── Provided entries ──

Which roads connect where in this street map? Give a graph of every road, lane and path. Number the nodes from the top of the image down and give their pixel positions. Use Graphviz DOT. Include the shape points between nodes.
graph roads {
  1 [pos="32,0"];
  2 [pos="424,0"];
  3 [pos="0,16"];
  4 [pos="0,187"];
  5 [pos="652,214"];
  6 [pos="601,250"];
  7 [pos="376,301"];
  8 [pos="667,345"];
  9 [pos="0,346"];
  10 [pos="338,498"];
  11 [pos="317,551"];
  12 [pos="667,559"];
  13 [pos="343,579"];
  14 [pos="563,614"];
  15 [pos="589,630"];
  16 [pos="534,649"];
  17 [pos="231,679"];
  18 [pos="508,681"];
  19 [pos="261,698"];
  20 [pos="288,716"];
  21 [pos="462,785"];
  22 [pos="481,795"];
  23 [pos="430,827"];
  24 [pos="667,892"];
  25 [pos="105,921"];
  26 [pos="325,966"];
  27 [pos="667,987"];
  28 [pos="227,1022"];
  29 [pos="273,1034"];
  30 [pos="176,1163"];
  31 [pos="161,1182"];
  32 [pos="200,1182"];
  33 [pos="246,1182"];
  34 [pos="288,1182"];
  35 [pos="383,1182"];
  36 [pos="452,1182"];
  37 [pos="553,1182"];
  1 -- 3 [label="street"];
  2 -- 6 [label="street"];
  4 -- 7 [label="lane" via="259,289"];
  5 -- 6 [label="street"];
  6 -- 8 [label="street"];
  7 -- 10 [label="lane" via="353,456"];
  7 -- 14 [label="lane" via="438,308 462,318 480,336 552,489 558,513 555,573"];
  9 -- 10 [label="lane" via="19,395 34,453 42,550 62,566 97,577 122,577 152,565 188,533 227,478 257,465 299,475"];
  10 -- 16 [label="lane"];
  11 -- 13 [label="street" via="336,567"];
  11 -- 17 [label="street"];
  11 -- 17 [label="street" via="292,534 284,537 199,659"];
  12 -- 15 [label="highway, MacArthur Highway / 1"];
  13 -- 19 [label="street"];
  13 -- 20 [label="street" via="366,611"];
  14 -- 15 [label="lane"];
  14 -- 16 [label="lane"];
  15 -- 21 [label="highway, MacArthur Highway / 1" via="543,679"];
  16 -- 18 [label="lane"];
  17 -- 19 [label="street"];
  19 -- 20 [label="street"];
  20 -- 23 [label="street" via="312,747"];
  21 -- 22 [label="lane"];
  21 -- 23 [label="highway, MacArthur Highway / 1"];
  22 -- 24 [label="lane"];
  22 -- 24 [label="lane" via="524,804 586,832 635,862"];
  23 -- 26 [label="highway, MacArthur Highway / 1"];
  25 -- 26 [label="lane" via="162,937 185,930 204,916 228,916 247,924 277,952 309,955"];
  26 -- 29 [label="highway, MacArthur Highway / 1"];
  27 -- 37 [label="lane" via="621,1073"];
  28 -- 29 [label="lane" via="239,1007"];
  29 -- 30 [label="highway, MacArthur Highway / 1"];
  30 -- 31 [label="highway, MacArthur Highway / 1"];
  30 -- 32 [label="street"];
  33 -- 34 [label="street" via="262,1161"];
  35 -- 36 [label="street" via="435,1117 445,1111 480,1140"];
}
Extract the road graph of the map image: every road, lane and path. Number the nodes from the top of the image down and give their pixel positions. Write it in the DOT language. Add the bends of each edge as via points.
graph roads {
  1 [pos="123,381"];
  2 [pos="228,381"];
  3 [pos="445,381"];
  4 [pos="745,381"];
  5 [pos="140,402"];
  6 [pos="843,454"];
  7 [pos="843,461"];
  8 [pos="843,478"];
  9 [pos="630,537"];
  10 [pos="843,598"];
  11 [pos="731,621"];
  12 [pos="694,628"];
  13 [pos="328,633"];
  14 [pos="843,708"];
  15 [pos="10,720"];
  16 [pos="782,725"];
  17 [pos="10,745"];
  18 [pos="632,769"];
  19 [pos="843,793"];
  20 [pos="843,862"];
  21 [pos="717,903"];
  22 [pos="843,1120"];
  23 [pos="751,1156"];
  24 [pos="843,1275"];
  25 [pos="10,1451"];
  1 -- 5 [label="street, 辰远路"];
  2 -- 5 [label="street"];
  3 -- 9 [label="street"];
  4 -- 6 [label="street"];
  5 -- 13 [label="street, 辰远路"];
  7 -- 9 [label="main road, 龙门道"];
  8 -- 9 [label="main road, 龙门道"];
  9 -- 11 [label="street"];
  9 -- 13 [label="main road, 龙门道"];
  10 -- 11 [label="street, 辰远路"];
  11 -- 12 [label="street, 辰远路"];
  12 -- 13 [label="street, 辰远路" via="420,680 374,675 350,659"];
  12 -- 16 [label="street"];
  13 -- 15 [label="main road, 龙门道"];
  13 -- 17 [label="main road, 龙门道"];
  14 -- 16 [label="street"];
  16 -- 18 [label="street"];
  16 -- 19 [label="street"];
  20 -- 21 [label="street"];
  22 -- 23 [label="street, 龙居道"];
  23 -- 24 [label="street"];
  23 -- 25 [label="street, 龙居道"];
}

───

Without altering a single word, transcribe the entries above.

Solution to this exercise –
Which roads connect where in this street map? Give a graph of every road, lane and path. Number the nodes from the top of the image down and give their pixel positions. Use Graphviz DOT. Include the shape points between nodes.
graph roads {
  1 [pos="32,0"];
  2 [pos="424,0"];
  3 [pos="0,16"];
  4 [pos="0,187"];
  5 [pos="652,214"];
  6 [pos="601,250"];
  7 [pos="376,301"];
  8 [pos="667,345"];
  9 [pos="0,346"];
  10 [pos="338,498"];
  11 [pos="317,551"];
  12 [pos="667,559"];
  13 [pos="343,579"];
  14 [pos="563,614"];
  15 [pos="589,630"];
  16 [pos="534,649"];
  17 [pos="231,679"];
  18 [pos="508,681"];
  19 [pos="261,698"];
  20 [pos="288,716"];
  21 [pos="462,785"];
  22 [pos="481,795"];
  23 [pos="430,827"];
  24 [pos="667,892"];
  25 [pos="105,921"];
  26 [pos="325,966"];
  27 [pos="667,987"];
  28 [pos="227,1022"];
  29 [pos="273,1034"];
  30 [pos="176,1163"];
  31 [pos="161,1182"];
  32 [pos="200,1182"];
  33 [pos="246,1182"];
  34 [pos="288,1182"];
  35 [pos="383,1182"];
  36 [pos="452,1182"];
  37 [pos="553,1182"];
  1 -- 3 [label="street"];
  2 -- 6 [label="street"];
  4 -- 7 [label="lane" via="259,289"];
  5 -- 6 [label="street"];
  6 -- 8 [label="street"];
  7 -- 10 [label="lane" via="353,456"];
  7 -- 14 [label="lane" via="438,308 462,318 480,336 552,489 558,513 555,573"];
  9 -- 10 [label="lane" via="19,395 34,453 42,550 62,566 97,577 122,577 152,565 188,533 227,478 257,465 299,475"];
  10 -- 16 [label="lane"];
  11 -- 13 [label="street" via="336,567"];
  11 -- 17 [label="street"];
  11 -- 17 [label="street" via="292,534 284,537 199,659"];
  12 -- 15 [label="highway, MacArthur Highway / 1"];
  13 -- 19 [label="street"];
  13 -- 20 [label="street" via="366,611"];
  14 -- 15 [label="lane"];
  14 -- 16 [label="lane"];
  15 -- 21 [label="highway, MacArthur Highway / 1" via="543,679"];
  16 -- 18 [label="lane"];
  17 -- 19 [label="street"];
  19 -- 20 [label="street"];
  20 -- 23 [label="street" via="312,747"];
  21 -- 22 [label="lane"];
  21 -- 23 [label="highway, MacArthur Highway / 1"];
  22 -- 24 [label="lane"];
  22 -- 24 [label="lane" via="524,804 586,832 635,862"];
  23 -- 26 [label="highway, MacArthur Highway / 1"];
  25 -- 26 [label="lane" via="162,937 185,930 204,916 228,916 247,924 277,952 309,955"];
  26 -- 29 [label="highway, MacArthur Highway / 1"];
  27 -- 37 [label="lane" via="621,1073"];
  28 -- 29 [label="lane" via="239,1007"];
  29 -- 30 [label="highway, MacArthur Highway / 1"];
  30 -- 31 [label="highway, MacArthur Highway / 1"];
  30 -- 32 [label="street"];
  33 -- 34 [label="street" via="262,1161"];
  35 -- 36 [label="street" via="435,1117 445,1111 480,1140"];
}
Extract the road graph of the map image: every road, lane and path. Number the nodes from the top of the image down and give their pixel positions. Write it in the DOT language. Add the bends of each edge as via points.
graph roads {
  1 [pos="123,381"];
  2 [pos="228,381"];
  3 [pos="445,381"];
  4 [pos="745,381"];
  5 [pos="140,402"];
  6 [pos="843,454"];
  7 [pos="843,461"];
  8 [pos="843,478"];
  9 [pos="630,537"];
  10 [pos="843,598"];
  11 [pos="731,621"];
  12 [pos="694,628"];
  13 [pos="328,633"];
  14 [pos="843,708"];
  15 [pos="10,720"];
  16 [pos="782,725"];
  17 [pos="10,745"];
  18 [pos="632,769"];
  19 [pos="843,793"];
  20 [pos="843,862"];
  21 [pos="717,903"];
  22 [pos="843,1120"];
  23 [pos="751,1156"];
  24 [pos="843,1275"];
  25 [pos="10,1451"];
  1 -- 5 [label="street, 辰远路"];
  2 -- 5 [label="street"];
  3 -- 9 [label="street"];
  4 -- 6 [label="street"];
  5 -- 13 [label="street, 辰远路"];
  7 -- 9 [label="main road, 龙门道"];
  8 -- 9 [label="main road, 龙门道"];
  9 -- 11 [label="street"];
  9 -- 13 [label="main road, 龙门道"];
  10 -- 11 [label="street, 辰远路"];
  11 -- 12 [label="street, 辰远路"];
  12 -- 13 [label="street, 辰远路" via="420,680 374,675 350,659"];
  12 -- 16 [label="street"];
  13 -- 15 [label="main road, 龙门道"];
  13 -- 17 [label="main road, 龙门道"];
  14 -- 16 [label="street"];
  16 -- 18 [label="street"];
  16 -- 19 [label="street"];
  20 -- 21 [label="street"];
  22 -- 23 [label="street, 龙居道"];
  23 -- 24 [label="street"];
  23 -- 25 [label="street, 龙居道"];
}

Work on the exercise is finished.